1. www.kent.ac.uk/aw/undergraduate/modules/ip/handouts/2002_—3/Kazaa_essay.doc

Claims

1. A method for limiting the use of unauthorized digital content in a content-sharing network in which digital content is distributed as files, wherein each file comprises content information and is associated with characteristic information and verification information, the method comprising:

(a) determining a first file whose content information is copyrighted;

(b) repeatedly distributing a second file in the content-sharing network, wherein the second file is associated with characteristic information and verification information that match the characteristic information and verification information, respectively, of said first file, and wherein the second file comprises content information that does not match the content information of the first file.

2. A method according to claim 1, wherein step (a) comprises detecting the first file in the content-sharing network.

3. A method according to claim 1, wherein step (a) comprises processing a copyrighted file with a distribution program.

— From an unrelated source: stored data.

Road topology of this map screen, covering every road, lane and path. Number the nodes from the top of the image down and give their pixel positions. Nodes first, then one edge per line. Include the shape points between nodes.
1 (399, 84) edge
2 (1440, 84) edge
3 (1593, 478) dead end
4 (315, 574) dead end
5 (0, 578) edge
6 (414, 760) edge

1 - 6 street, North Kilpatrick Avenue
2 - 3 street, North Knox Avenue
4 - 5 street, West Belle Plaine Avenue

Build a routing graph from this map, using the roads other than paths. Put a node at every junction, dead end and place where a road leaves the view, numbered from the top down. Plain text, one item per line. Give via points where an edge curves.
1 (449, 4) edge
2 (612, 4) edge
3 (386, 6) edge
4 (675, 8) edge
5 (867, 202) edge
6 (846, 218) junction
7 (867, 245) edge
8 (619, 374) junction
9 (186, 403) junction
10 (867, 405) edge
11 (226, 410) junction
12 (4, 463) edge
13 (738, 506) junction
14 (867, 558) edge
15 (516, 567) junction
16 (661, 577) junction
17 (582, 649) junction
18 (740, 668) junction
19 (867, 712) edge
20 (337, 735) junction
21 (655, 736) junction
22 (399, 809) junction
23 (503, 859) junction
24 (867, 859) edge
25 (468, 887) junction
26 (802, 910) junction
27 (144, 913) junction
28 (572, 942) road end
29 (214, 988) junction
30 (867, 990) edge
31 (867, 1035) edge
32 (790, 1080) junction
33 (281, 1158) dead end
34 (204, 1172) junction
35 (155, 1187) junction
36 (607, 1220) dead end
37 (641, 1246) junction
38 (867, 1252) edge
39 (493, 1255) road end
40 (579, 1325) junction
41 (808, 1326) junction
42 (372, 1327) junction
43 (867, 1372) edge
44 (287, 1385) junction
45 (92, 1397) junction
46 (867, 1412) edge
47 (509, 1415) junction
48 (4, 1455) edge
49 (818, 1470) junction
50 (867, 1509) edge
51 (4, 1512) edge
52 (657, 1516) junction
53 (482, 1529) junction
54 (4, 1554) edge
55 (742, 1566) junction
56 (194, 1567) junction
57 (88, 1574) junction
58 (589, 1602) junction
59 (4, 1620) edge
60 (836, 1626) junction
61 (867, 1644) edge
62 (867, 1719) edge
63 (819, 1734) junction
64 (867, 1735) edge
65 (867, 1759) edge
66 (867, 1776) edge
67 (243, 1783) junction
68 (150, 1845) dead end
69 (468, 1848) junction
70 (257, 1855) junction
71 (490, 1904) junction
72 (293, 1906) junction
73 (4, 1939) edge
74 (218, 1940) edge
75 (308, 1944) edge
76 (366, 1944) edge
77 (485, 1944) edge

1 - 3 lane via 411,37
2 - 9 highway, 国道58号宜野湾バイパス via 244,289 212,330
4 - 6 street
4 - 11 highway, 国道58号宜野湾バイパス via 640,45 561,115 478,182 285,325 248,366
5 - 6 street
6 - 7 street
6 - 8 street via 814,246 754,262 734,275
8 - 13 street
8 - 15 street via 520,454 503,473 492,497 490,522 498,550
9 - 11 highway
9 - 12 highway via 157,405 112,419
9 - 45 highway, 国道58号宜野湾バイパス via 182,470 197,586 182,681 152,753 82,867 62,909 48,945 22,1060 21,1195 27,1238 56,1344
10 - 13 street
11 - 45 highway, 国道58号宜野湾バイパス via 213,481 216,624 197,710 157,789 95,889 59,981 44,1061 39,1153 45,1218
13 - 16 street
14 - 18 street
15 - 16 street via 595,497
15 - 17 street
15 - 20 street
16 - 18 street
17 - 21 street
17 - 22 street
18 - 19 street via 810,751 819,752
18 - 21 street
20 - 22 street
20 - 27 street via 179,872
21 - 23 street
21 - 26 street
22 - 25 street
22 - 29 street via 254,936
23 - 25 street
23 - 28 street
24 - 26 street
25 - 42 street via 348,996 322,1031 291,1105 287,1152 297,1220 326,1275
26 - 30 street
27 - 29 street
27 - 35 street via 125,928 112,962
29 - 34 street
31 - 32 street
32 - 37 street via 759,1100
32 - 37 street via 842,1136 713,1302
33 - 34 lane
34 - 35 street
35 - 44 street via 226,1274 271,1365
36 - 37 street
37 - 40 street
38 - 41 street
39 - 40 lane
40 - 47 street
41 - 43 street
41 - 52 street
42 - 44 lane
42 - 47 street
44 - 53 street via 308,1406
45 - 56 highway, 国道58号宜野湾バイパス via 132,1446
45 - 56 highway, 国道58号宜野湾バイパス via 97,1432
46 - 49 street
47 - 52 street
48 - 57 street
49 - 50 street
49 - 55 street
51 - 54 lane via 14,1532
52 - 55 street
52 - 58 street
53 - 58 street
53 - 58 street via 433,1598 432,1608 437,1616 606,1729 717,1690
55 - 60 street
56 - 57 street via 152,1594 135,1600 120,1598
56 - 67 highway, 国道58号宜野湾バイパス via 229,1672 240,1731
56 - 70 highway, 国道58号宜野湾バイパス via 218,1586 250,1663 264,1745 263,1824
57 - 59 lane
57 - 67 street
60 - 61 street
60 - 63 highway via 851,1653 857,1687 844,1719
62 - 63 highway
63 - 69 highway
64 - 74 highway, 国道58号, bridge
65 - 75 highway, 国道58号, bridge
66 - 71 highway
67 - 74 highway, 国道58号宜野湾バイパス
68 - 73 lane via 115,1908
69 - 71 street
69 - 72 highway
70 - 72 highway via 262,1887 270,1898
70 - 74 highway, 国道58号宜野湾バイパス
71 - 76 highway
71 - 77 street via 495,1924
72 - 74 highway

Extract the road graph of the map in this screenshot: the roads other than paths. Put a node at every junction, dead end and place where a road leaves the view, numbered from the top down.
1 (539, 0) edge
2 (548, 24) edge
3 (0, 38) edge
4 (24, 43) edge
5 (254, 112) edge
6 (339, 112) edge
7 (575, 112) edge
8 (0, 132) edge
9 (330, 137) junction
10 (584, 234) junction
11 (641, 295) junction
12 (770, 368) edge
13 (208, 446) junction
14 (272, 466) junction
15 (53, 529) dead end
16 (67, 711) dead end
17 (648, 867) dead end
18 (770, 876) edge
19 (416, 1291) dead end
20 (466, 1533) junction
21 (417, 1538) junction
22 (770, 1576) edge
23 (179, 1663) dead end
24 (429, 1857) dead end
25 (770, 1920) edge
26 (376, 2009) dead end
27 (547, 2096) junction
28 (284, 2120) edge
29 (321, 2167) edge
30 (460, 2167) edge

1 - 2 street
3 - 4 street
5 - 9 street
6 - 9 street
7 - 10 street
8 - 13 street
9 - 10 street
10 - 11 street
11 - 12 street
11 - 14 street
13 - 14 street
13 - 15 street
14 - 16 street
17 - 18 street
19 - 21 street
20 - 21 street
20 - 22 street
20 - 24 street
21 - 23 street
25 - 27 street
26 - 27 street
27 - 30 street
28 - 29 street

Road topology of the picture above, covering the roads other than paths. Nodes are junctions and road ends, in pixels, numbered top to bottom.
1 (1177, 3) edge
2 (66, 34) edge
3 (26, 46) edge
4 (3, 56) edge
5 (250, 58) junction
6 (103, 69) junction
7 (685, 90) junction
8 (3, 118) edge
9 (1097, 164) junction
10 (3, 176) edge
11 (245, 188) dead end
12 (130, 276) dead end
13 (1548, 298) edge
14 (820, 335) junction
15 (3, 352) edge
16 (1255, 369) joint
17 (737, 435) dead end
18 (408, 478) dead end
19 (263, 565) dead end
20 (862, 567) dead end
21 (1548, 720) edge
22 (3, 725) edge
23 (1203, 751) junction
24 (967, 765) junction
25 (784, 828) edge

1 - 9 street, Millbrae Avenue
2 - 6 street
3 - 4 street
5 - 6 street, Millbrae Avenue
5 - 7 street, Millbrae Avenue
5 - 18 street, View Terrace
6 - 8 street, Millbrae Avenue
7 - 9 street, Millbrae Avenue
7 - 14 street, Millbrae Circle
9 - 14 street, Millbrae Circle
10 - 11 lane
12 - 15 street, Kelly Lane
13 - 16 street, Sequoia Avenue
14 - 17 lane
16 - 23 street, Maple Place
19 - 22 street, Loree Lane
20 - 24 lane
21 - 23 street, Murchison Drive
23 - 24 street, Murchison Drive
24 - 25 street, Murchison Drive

4. A method according to claim 3, wherein steps (a) and (b) are performed before publishing said digital content.

5. A method according to claim 1, wherein step (b) comprises falsifying a network address of the one or more second files.

6. A method according to claim 1, wherein step (b) is performed in response to detecting a file request that indicates the characteristic information and verification information of the first file.

7. An apparatus for limiting the use of unauthorized digital content in a content-sharing network in which digital content is distributed as files, wherein each file comprises content information and is associated with characteristic information and verification information, the apparatus comprising:

a first interface for connecting to content-sharing network;

a second interface for connecting to a content-sharing client authorized by a copyright owner;

a filter; and

a processing section;

wherein the filter is configured to copy to the processing section such traffic that originates from the first interface and is destined to the second interface;

wherein the processing means is configured to detect in the copied traffic a file request that indicates a first file having content information that is copyrighted by the copyright owner, and in response to such detection, respond to the file request by supplying a second file that is associated with characteristic information and verification information that match the characteristic information and verification information, respectively, of said first file, and wherein the second file comprises content information that does not match the content information of the first file.

8. An apparatus according to claim 7, wherein the apparatus is configured to first publish the characteristic information, verification information and content information of a copyrighted file in the content-sharing network and then change the content information of the copyrighted file.

9. A set of computer-readable program media, the set comprising computer program code, wherein execution of said computer program code in a computer attached to a content-sharing network causes said computer to carry out the steps of claim 1.